Work to be completed ->
If a record holds a picture, drop the picture and repeat everything else word for word.

= Beginning of Section =

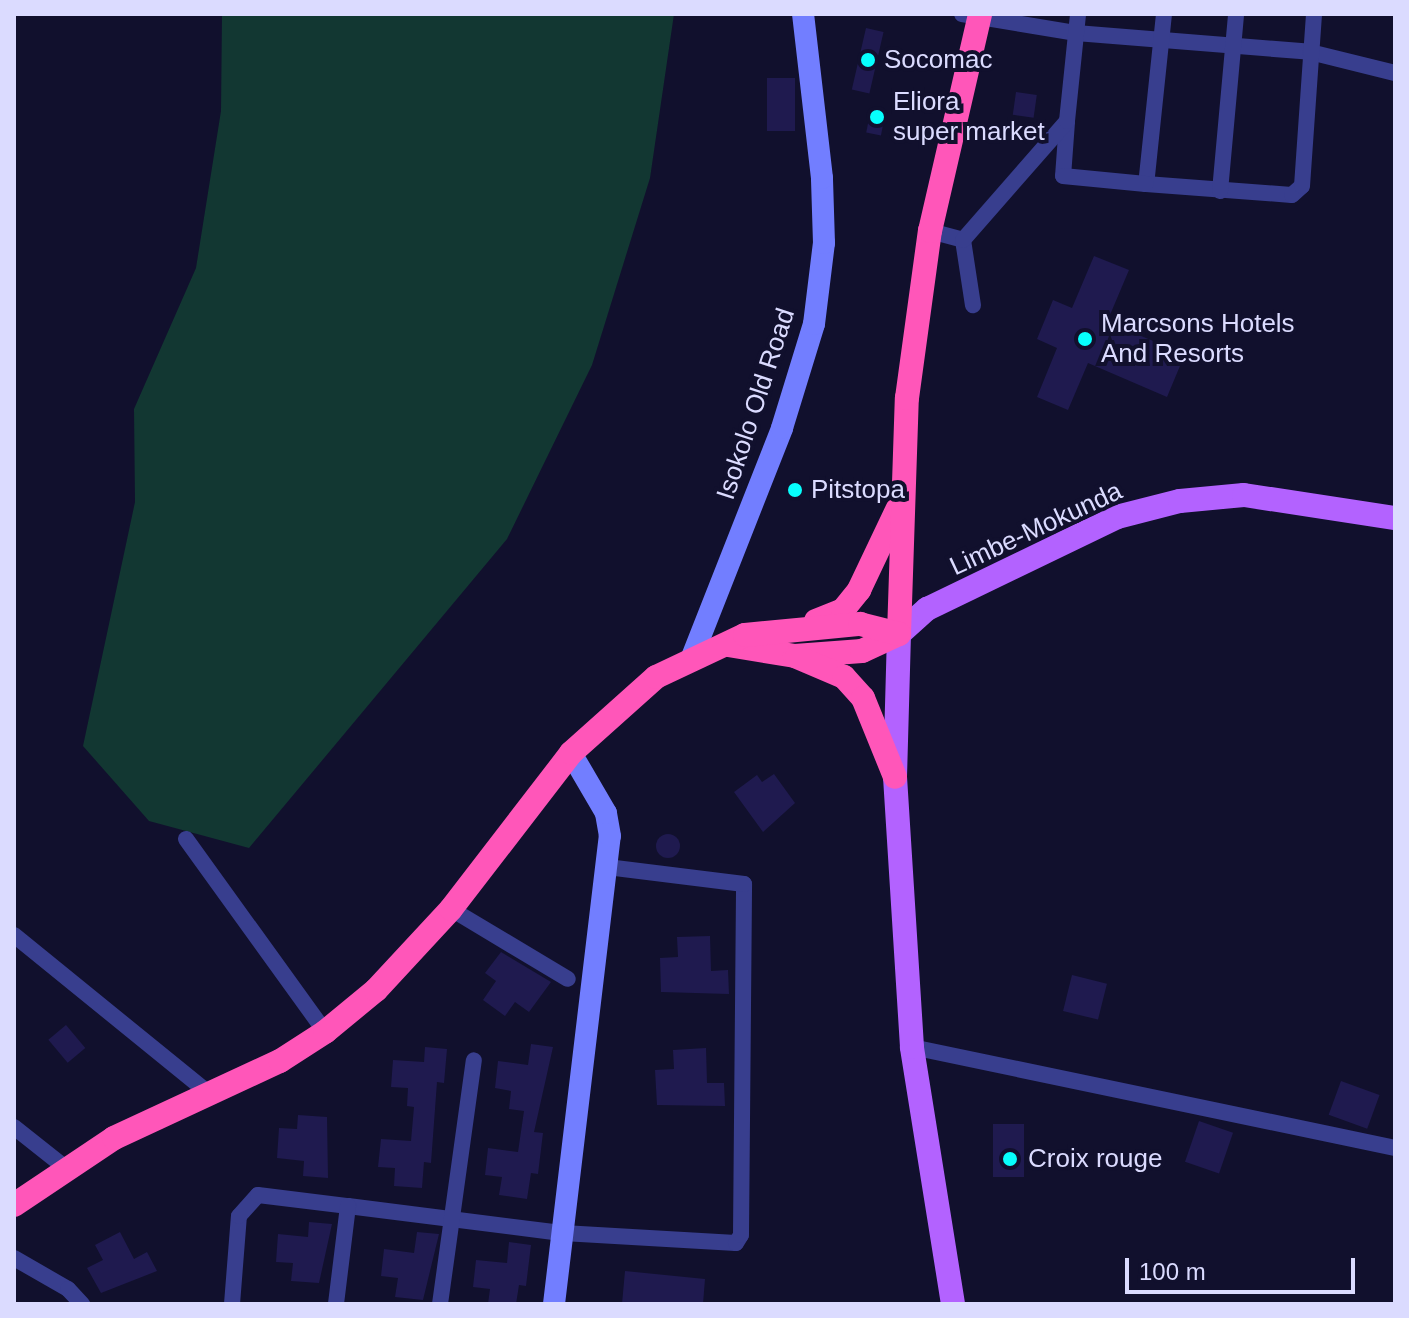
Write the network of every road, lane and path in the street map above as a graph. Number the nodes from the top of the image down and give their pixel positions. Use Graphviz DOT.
graph roads {
  1 [pos="803,14"];
  2 [pos="1078,14"];
  3 [pos="1164,14"];
  4 [pos="1236,14"];
  5 [pos="1314,14"];
  6 [pos="974,15"];
  7 [pos="1076,33"];
  8 [pos="1162,38"];
  9 [pos="1234,44"];
  10 [pos="1310,52"];
  11 [pos="1395,73"];
  12 [pos="1067,121"];
  13 [pos="1146,184"];
  14 [pos="1220,191"];
  15 [pos="930,231"];
  16 [pos="963,240"];
  17 [pos="973,305"];
  18 [pos="901,501"];
  19 [pos="1395,518"];
  20 [pos="796,630"];
  21 [pos="899,634"];
  22 [pos="728,645"];
  23 [pos="795,656"];
  24 [pos="692,657"];
  25 [pos="571,753"];
  26 [pos="895,777"];
  27 [pos="186,839"];
  28 [pos="607,867"];
  29 [pos="451,909"];
  30 [pos="14,935"];
  31 [pos="568,979"];
  32 [pos="325,1032"];
  33 [pos="912,1047"];
  34 [pos="474,1060"];
  35 [pos="207,1092"];
  36 [pos="14,1127"];
  37 [pos="1394,1146"];
  38 [pos="67,1169"];
  39 [pos="14,1205"];
  40 [pos="348,1206"];
  41 [pos="449,1218"];
  42 [pos="563,1233"];
  43 [pos="14,1258"];
  44 [pos="82,1304"];
  45 [pos="232,1304"];
  46 [pos="336,1304"];
  47 [pos="440,1304"];
  48 [pos="554,1304"];
  49 [pos="953,1304"];
  1 -- 24 [label="street, Isokolo Old Road"];
  2 -- 7 [label="street"];
  3 -- 8 [label="street"];
  4 -- 9 [label="street"];
  5 -- 10 [label="street"];
  6 -- 7 [label="street"];
  6 -- 15 [label="highway"];
  7 -- 8 [label="street"];
  7 -- 12 [label="street"];
  8 -- 9 [label="street"];
  8 -- 13 [label="street"];
  9 -- 10 [label="street"];
  9 -- 14 [label="street"];
  10 -- 11 [label="street"];
  10 -- 14 [label="street"];
  12 -- 13 [label="street"];
  12 -- 16 [label="street"];
  13 -- 14 [label="street"];
  15 -- 16 [label="street"];
  15 -- 18 [label="highway"];
  16 -- 17 [label="street"];
  18 -- 20 [label="highway"];
  18 -- 21 [label="highway"];
  19 -- 21 [label="main road, Limbe-Mokunda"];
  20 -- 21 [label="highway"];
  20 -- 22 [label="highway"];
  21 -- 23 [label="highway"];
  21 -- 26 [label="main road"];
  22 -- 23 [label="highway"];
  22 -- 24 [label="highway"];
  23 -- 26 [label="highway"];
  24 -- 25 [label="highway"];
  25 -- 28 [label="street"];
  25 -- 29 [label="highway"];
  26 -- 33 [label="main road"];
  27 -- 32 [label="street"];
  28 -- 42 [label="street"];
  28 -- 42 [label="street"];
  29 -- 31 [label="street"];
  29 -- 32 [label="highway"];
  30 -- 35 [label="street"];
  32 -- 35 [label="highway"];
  33 -- 37 [label="street"];
  33 -- 49 [label="main road"];
  34 -- 41 [label="street"];
  35 -- 38 [label="highway"];
  36 -- 38 [label="street"];
  38 -- 39 [label="highway"];
  40 -- 41 [label="street"];
  40 -- 45 [label="street"];
  40 -- 46 [label="street"];
  41 -- 42 [label="street"];
  41 -- 47 [label="street"];
  42 -- 48 [label="street"];
  43 -- 44 [label="street"];
}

= End of Section =

Result for this task ->
Write the network of every road, lane and path in the street map above as a graph. Number the nodes from the top of the image down and give their pixel positions. Use Graphviz DOT.
graph roads {
  1 [pos="803,14"];
  2 [pos="1078,14"];
  3 [pos="1164,14"];
  4 [pos="1236,14"];
  5 [pos="1314,14"];
  6 [pos="974,15"];
  7 [pos="1076,33"];
  8 [pos="1162,38"];
  9 [pos="1234,44"];
  10 [pos="1310,52"];
  11 [pos="1395,73"];
  12 [pos="1067,121"];
  13 [pos="1146,184"];
  14 [pos="1220,191"];
  15 [pos="930,231"];
  16 [pos="963,240"];
  17 [pos="973,305"];
  18 [pos="901,501"];
  19 [pos="1395,518"];
  20 [pos="796,630"];
  21 [pos="899,634"];
  22 [pos="728,645"];
  23 [pos="795,656"];
  24 [pos="692,657"];
  25 [pos="571,753"];
  26 [pos="895,777"];
  27 [pos="186,839"];
  28 [pos="607,867"];
  29 [pos="451,909"];
  30 [pos="14,935"];
  31 [pos="568,979"];
  32 [pos="325,1032"];
  33 [pos="912,1047"];
  34 [pos="474,1060"];
  35 [pos="207,1092"];
  36 [pos="14,1127"];
  37 [pos="1394,1146"];
  38 [pos="67,1169"];
  39 [pos="14,1205"];
  40 [pos="348,1206"];
  41 [pos="449,1218"];
  42 [pos="563,1233"];
  43 [pos="14,1258"];
  44 [pos="82,1304"];
  45 [pos="232,1304"];
  46 [pos="336,1304"];
  47 [pos="440,1304"];
  48 [pos="554,1304"];
  49 [pos="953,1304"];
  1 -- 24 [label="street, Isokolo Old Road"];
  2 -- 7 [label="street"];
  3 -- 8 [label="street"];
  4 -- 9 [label="street"];
  5 -- 10 [label="street"];
  6 -- 7 [label="street"];
  6 -- 15 [label="highway"];
  7 -- 8 [label="street"];
  7 -- 12 [label="street"];
  8 -- 9 [label="street"];
  8 -- 13 [label="street"];
  9 -- 10 [label="street"];
  9 -- 14 [label="street"];
  10 -- 11 [label="street"];
  10 -- 14 [label="street"];
  12 -- 13 [label="street"];
  12 -- 16 [label="street"];
  13 -- 14 [label="street"];
  15 -- 16 [label="street"];
  15 -- 18 [label="highway"];
  16 -- 17 [label="street"];
  18 -- 20 [label="highway"];
  18 -- 21 [label="highway"];
  19 -- 21 [label="main road, Limbe-Mokunda"];
  20 -- 21 [label="highway"];
  20 -- 22 [label="highway"];
  21 -- 23 [label="highway"];
  21 -- 26 [label="main road"];
  22 -- 23 [label="highway"];
  22 -- 24 [label="highway"];
  23 -- 26 [label="highway"];
  24 -- 25 [label="highway"];
  25 -- 28 [label="street"];
  25 -- 29 [label="highway"];
  26 -- 33 [label="main road"];
  27 -- 32 [label="street"];
  28 -- 42 [label="street"];
  28 -- 42 [label="street"];
  29 -- 31 [label="street"];
  29 -- 32 [label="highway"];
  30 -- 35 [label="street"];
  32 -- 35 [label="highway"];
  33 -- 37 [label="street"];
  33 -- 49 [label="main road"];
  34 -- 41 [label="street"];
  35 -- 38 [label="highway"];
  36 -- 38 [label="street"];
  38 -- 39 [label="highway"];
  40 -- 41 [label="street"];
  40 -- 45 [label="street"];
  40 -- 46 [label="street"];
  41 -- 42 [label="street"];
  41 -- 47 [label="street"];
  42 -- 48 [label="street"];
  43 -- 44 [label="street"];
}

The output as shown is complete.